"As coisas vulgares que há na vida
Não deixam saudades
Só as lembranças que doem
Ou fazem sorrir
Há gente que fica na história
da história da gente
e outras de quem nem o nome
lembramos ouvir
São emoções que dão vida
à saudade que trago
Aquelas que tive contigo
e acabei por perder
Há dias que marcam a alma
e a vida da gente
e aquele em que tu me deixaste
não posso esquecer
A chuva molhava-me o rosto
Gelado e cansado
As ruas que a cidade tinha
Já eu percorrera
Ai... meu choro de moça perdida
gritava à cidade
que o fogo do amor sob chuva
há instantes morrera
A chuva ouviu e calou
meu segredo à cidade
E eis que ela bate no vidro
Trazendo a saudade"
CHUVA, MARIZA
Quando ouvi esta música pela primeira vez, o momento não poderia ser o mais adequado.
As lembranças já apertavam de saudades. Doíam, mas faziam sorrir.

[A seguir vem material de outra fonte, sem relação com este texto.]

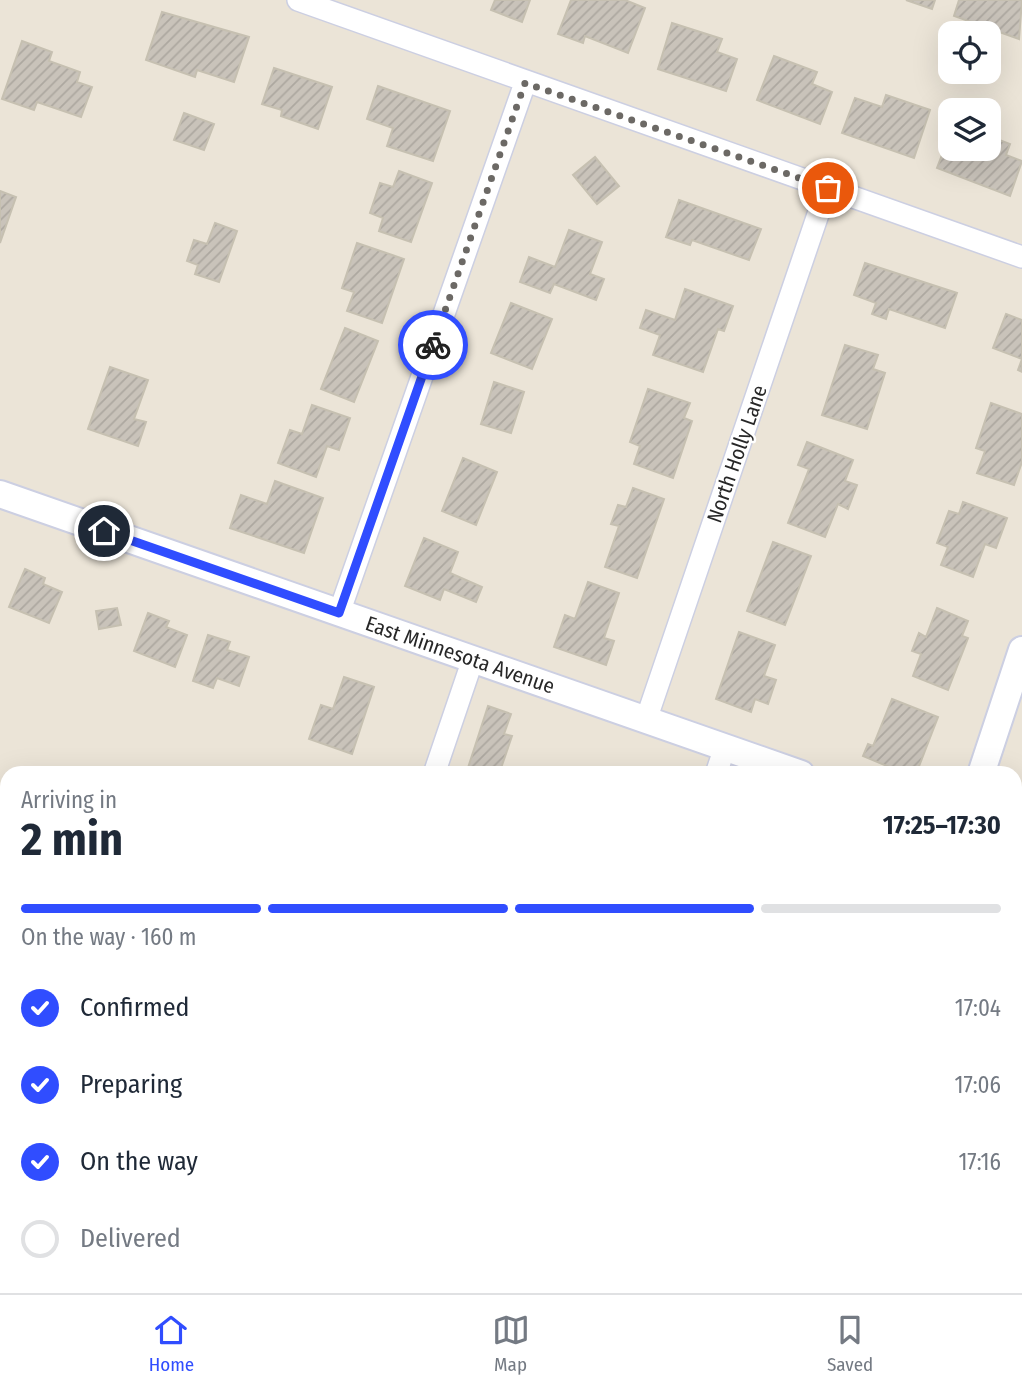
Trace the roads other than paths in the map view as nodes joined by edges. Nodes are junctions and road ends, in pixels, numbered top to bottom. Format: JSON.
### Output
{"nodes":[{"id":1,"x":298,"y":0,"type":"edge"},
{"id":2,"x":525,"y":83,"type":"junction"},
{"id":3,"x":828,"y":188,"type":"junction"},
{"id":4,"x":1022,"y":257,"type":"edge"},
{"id":5,"x":0,"y":495,"type":"edge"},
{"id":6,"x":339,"y":613,"type":"junction"},
{"id":7,"x":1022,"y":650,"type":"edge"},
{"id":8,"x":473,"y":659,"type":"junction"},
{"id":9,"x":646,"y":720,"type":"junction"},
{"id":10,"x":725,"y":747,"type":"junction"},
{"id":11,"x":437,"y":766,"type":"edge"},
{"id":12,"x":719,"y":766,"type":"edge"},
{"id":13,"x":778,"y":766,"type":"edge"},
{"id":14,"x":984,"y":766,"type":"edge"}],
"edges":[{"from":1,"to":2,"type":"street"},
{"from":2,"to":3,"type":"street"},
{"from":2,"to":6,"type":"street"},
{"from":3,"to":4,"type":"street"},
{"from":3,"to":9,"type":"street","name":"North Holly Lane"},
{"from":5,"to":6,"type":"street","name":"East Minnesota Avenue"},
{"from":6,"to":8,"type":"street","name":"East Minnesota Avenue"},
{"from":7,"to":14,"type":"street"},
{"from":8,"to":9,"type":"street","name":"East Minnesota Avenue"},
{"from":8,"to":11,"type":"street"},
{"from":9,"to":10,"type":"street","name":"East Minnesota Avenue"},
{"from":10,"to":12,"type":"street"},
{"from":10,"to":13,"type":"street","name":"East Minnesota Avenue"}]}
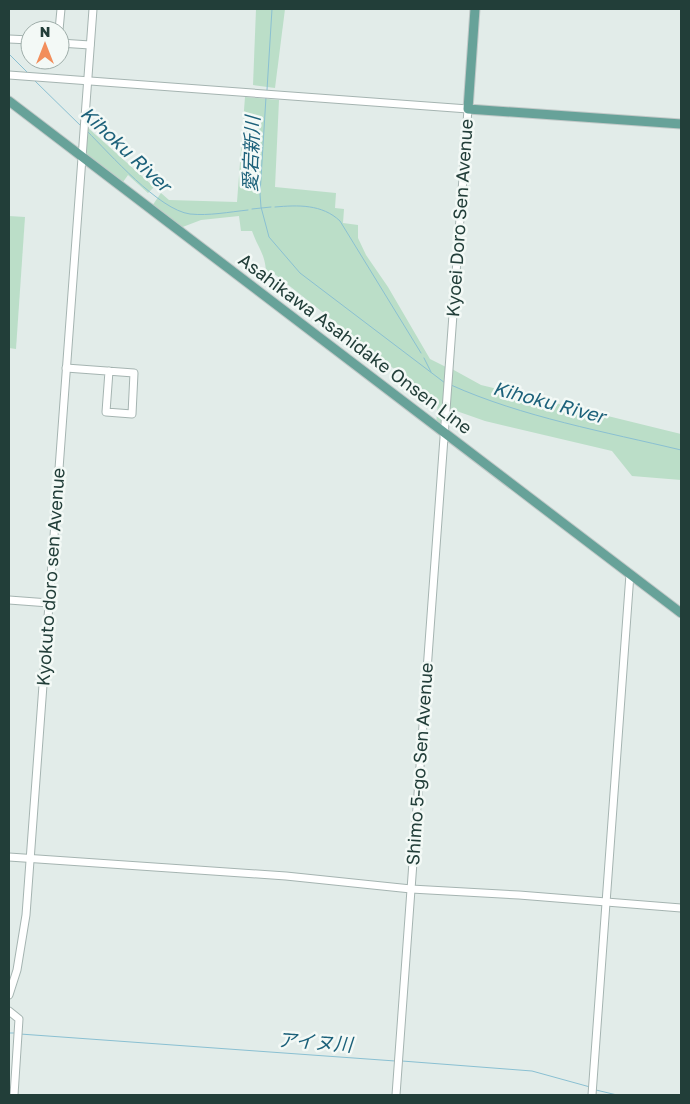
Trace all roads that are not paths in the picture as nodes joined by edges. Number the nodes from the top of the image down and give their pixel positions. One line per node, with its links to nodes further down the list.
1 (93, 9): 4 (street, Kyokuto doro sen Avenue)
2 (475, 9): 8 (main road)
3 (70, 44): 4 (street)
4 (90, 45): 6 (street, Kyokuto doro sen Avenue)
5 (9, 74): 6 (street)
6 (87, 80): 8 (street, Kyoei Doro Sen Avenue); 10 (street, Kyokuto doro sen Avenue)
7 (9, 101): 10 (main road, Asahikawa Asahidake Onsen Line)
8 (468, 109): 9 (main road); 13 (street, Kyoei Doro Sen Avenue)
9 (681, 124)
10 (82, 157): 11 (street, Kyokuto doro sen Avenue); 13 (main road, Asahikawa Asahidake Onsen Line)
11 (66, 368): 12 (street); 16 (street, Kyokuto doro sen Avenue)
12 (109, 371): 12 (street)
13 (444, 432): 14 (main road, Asahikawa Asahidake Onsen Line); 20 (street, Shimo 5-go Sen Avenue)
14 (630, 574): 17 (main road, Asahikawa Asahidake Onsen Line); 21 (street)
15 (9, 600): 16 (street)
16 (49, 603): 19 (street, Kyokuto doro sen Avenue)
17 (681, 613)
18 (9, 857): 19 (street)
19 (30, 859): 20 (street); 23 (street, Kyokuto doro sen Avenue)
20 (411, 889): 21 (street); 26 (street, Shimo 5-go Sen Avenue)
21 (606, 902): 22 (street); 27 (street)
22 (681, 908)
23 (9, 995)
24 (9, 1011): 25 (street)
25 (14, 1095)
26 (396, 1095)
27 (592, 1095)

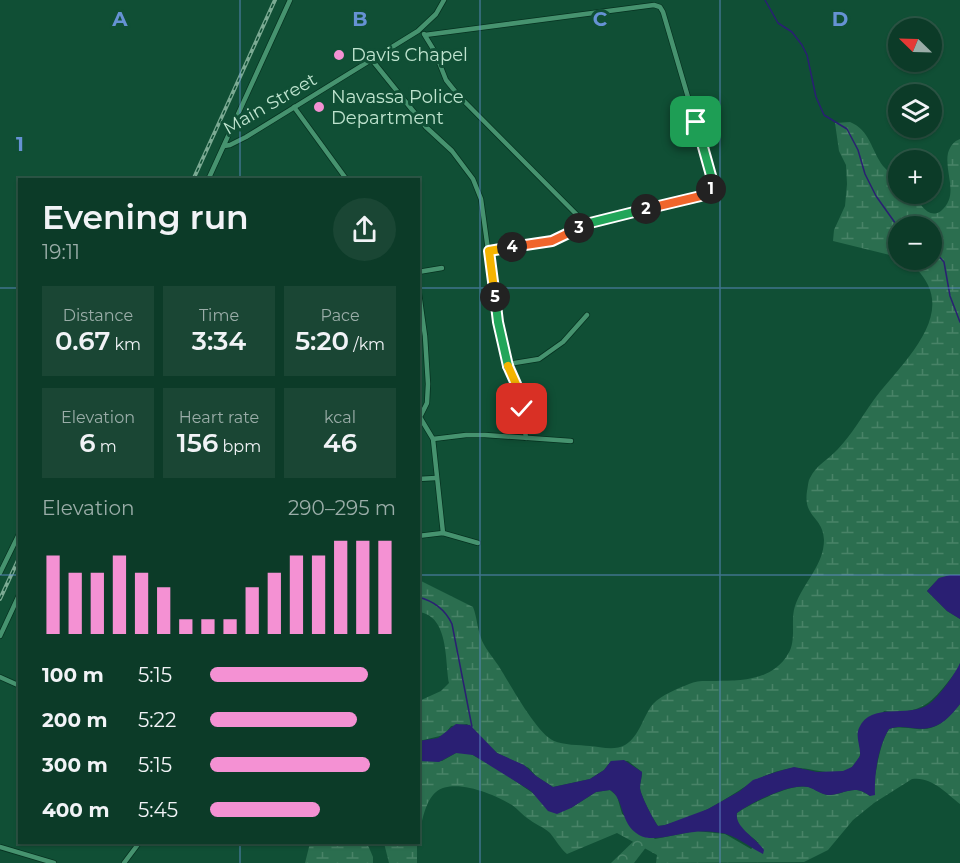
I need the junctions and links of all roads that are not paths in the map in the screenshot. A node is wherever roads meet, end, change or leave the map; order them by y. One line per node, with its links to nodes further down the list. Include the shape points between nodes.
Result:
1 (290, 0): 7 (street)
2 (444, 0): 3 (street, Main Street)
3 (420, 29): 4 (street); 5 (street, Main Street)
4 (425, 35): 10 (street, via 446,80 458,95); 10 (street, via 646,4 660,7 712,179 711,190 705,195)
5 (372, 60): 6 (street, Main Street); 11 (street, via 473,179 481,199)
6 (294, 107): 7 (street, Main Street); 9 (street)
7 (224, 146): 8 (street)
8 (209, 178)
9 (346, 178)
10 (586, 224): 11 (street, via 552,241)
11 (489, 251): 18 (street)
12 (442, 268): 13 (street)
13 (420, 272)
14 (420, 294): 16 (street)
15 (588, 315): 18 (street, via 563,342 539,359)
16 (426, 343): 17 (street); 19 (street, via 427,403)
17 (420, 344)
18 (508, 364): 20 (street)
19 (420, 414): 21 (street)
20 (526, 438): 21 (street, via 466,435); 22 (street)
21 (433, 439): 23 (street)
22 (571, 441)
23 (436, 478): 24 (street); 25 (street)
24 (420, 479)
25 (443, 533): 27 (street); 28 (street)
26 (18, 536): 29 (street)
27 (420, 536)
28 (478, 543)
29 (0, 573)
30 (18, 597): 31 (street)
31 (0, 636)
32 (0, 677): 33 (street)
33 (18, 685)
34 (138, 844): 37 (street)
35 (0, 847): 36 (street)
36 (54, 863)
37 (124, 863)

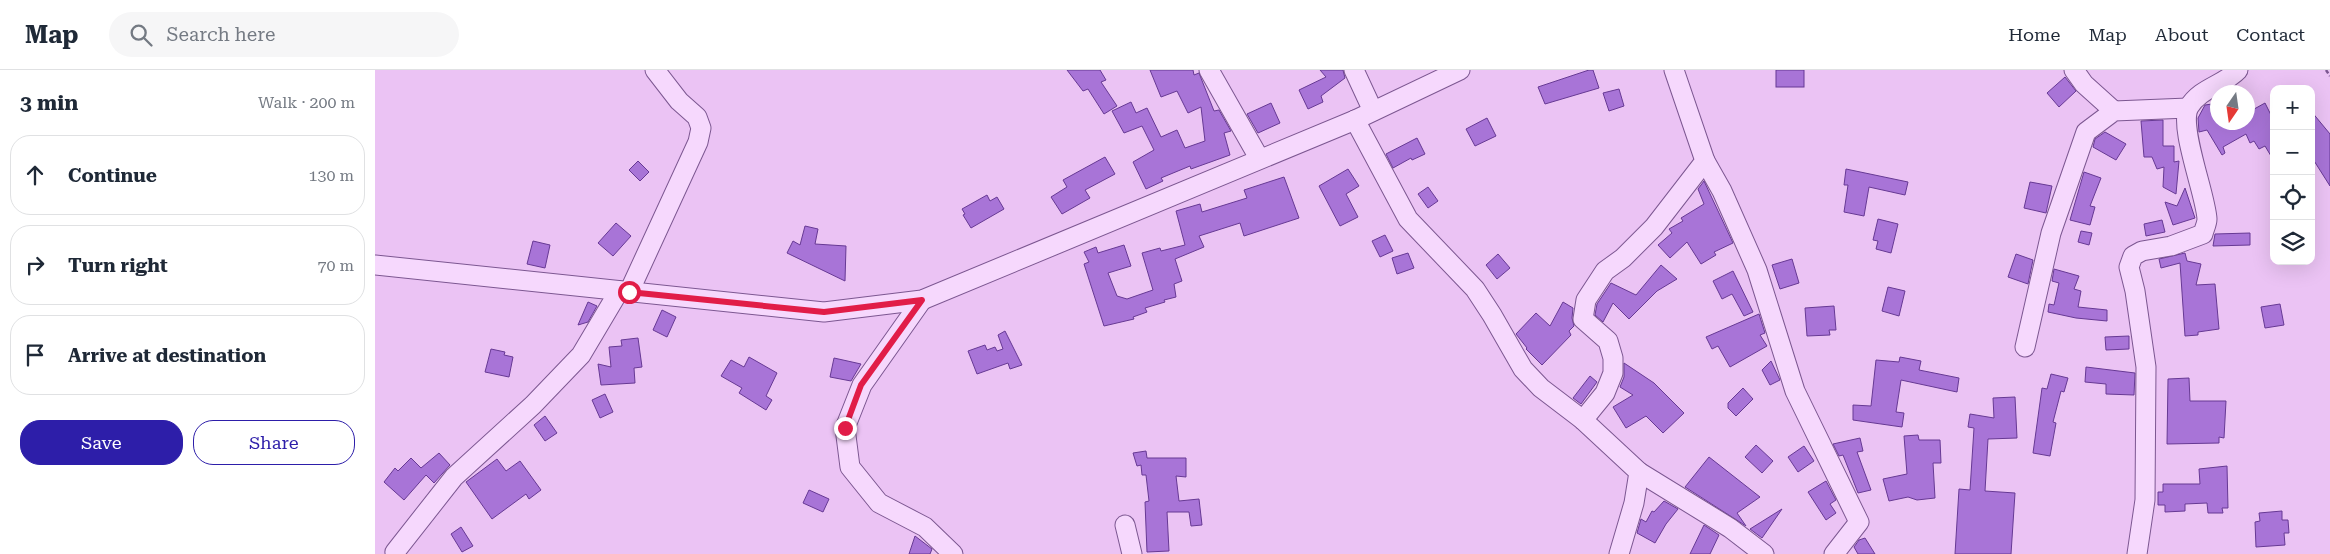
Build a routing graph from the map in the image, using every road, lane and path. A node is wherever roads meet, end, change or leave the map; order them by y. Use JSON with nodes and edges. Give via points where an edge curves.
{"nodes":[{"id":1,"x":655,"y":70,"type":"edge"},
{"id":2,"x":1209,"y":70,"type":"edge"},
{"id":3,"x":1354,"y":70,"type":"edge"},
{"id":4,"x":1460,"y":70,"type":"edge"},
{"id":5,"x":1674,"y":70,"type":"edge"},
{"id":6,"x":2074,"y":70,"type":"edge"},
{"id":7,"x":2238,"y":70,"type":"edge"},
{"id":8,"x":2326,"y":70,"type":"edge"},
{"id":9,"x":2330,"y":76,"type":"edge"},
{"id":10,"x":2188,"y":108,"type":"junction"},
{"id":11,"x":1373,"y":111,"type":"junction"},
{"id":12,"x":2115,"y":111,"type":"junction"},
{"id":13,"x":1355,"y":120,"type":"junction"},
{"id":14,"x":1259,"y":158,"type":"junction"},
{"id":15,"x":1705,"y":161,"type":"junction"},
{"id":16,"x":375,"y":265,"type":"edge"},
{"id":17,"x":624,"y":291,"type":"junction"},
{"id":18,"x":922,"y":300,"type":"junction"},
{"id":19,"x":2025,"y":347,"type":"dead end"},
{"id":20,"x":1583,"y":420,"type":"junction"},
{"id":21,"x":1639,"y":472,"type":"junction"},
{"id":22,"x":1125,"y":525,"type":"dead end"},
{"id":23,"x":396,"y":554,"type":"edge"},
{"id":24,"x":953,"y":554,"type":"edge"},
{"id":25,"x":1132,"y":554,"type":"edge"},
{"id":26,"x":1619,"y":554,"type":"edge"},
{"id":27,"x":1764,"y":554,"type":"edge"},
{"id":28,"x":1834,"y":554,"type":"edge"},
{"id":29,"x":2137,"y":554,"type":"edge"}],
"edges":[{"from":1,"to":17,"type":"street","via":[[697,118],[701,128],[698,142]]},
{"from":2,"to":14,"type":"street"},
{"from":3,"to":11,"type":"street"},
{"from":4,"to":11,"type":"street"},
{"from":5,"to":15,"type":"street"},
{"from":6,"to":12,"type":"street","via":[[2084,84]]},
{"from":7,"to":10,"type":"street","via":[[2199,96]]},
{"from":8,"to":9,"type":"path"},
{"from":10,"to":12,"type":"street"},
{"from":10,"to":29,"type":"street","via":[[2192,153],[2207,220],[2203,234],[2171,246],[2142,251],[2133,256],[2129,267],[2146,367],[2145,500]]},
{"from":11,"to":13,"type":"street"},
{"from":12,"to":19,"type":"street","via":[[2086,132],[2051,232]]},
{"from":13,"to":14,"type":"street"},
{"from":13,"to":20,"type":"street","via":[[1408,218],[1475,290],[1523,369],[1541,388]]},
{"from":14,"to":18,"type":"street"},
{"from":15,"to":20,"type":"street","via":[[1666,213],[1623,258],[1605,271],[1585,300],[1583,319],[1608,341],[1613,373],[1605,393]]},
{"from":15,"to":28,"type":"street","via":[[1757,270],[1795,391],[1859,522]]},
{"from":16,"to":17,"type":"street"},
{"from":17,"to":18,"type":"street","via":[[824,312]]},
{"from":17,"to":23,"type":"street","via":[[581,355],[533,405],[454,477]]},
{"from":18,"to":24,"type":"street","via":[[861,385],[845,428],[850,467],[879,503],[925,526]]},
{"from":20,"to":21,"type":"street"},
{"from":21,"to":26,"type":"street"},
{"from":21,"to":27,"type":"street","via":[[1730,528]]},
{"from":22,"to":25,"type":"street"}]}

E aquela gente ficou na minha história.
A chuva caía e o tempo andava cada vez mais rápido para a transicção, os sinais apareciam e abriam o novo caminho. Poucas horas faltavam. Tinha que aproveitar todos os segundos... até ao último. Esse, foi suspirado de alivio e nostalgia.
Aqueles momentos acabaram mas outros, como uma lufada de ar fresco, iriam começar.
A chuva cai neste momento. O temporal que está hoje é um Sr. Inverno, mete medo. Aqui na minha casa da árvore, estou a ouvir a chuva... está somente a trazer-me a saudade.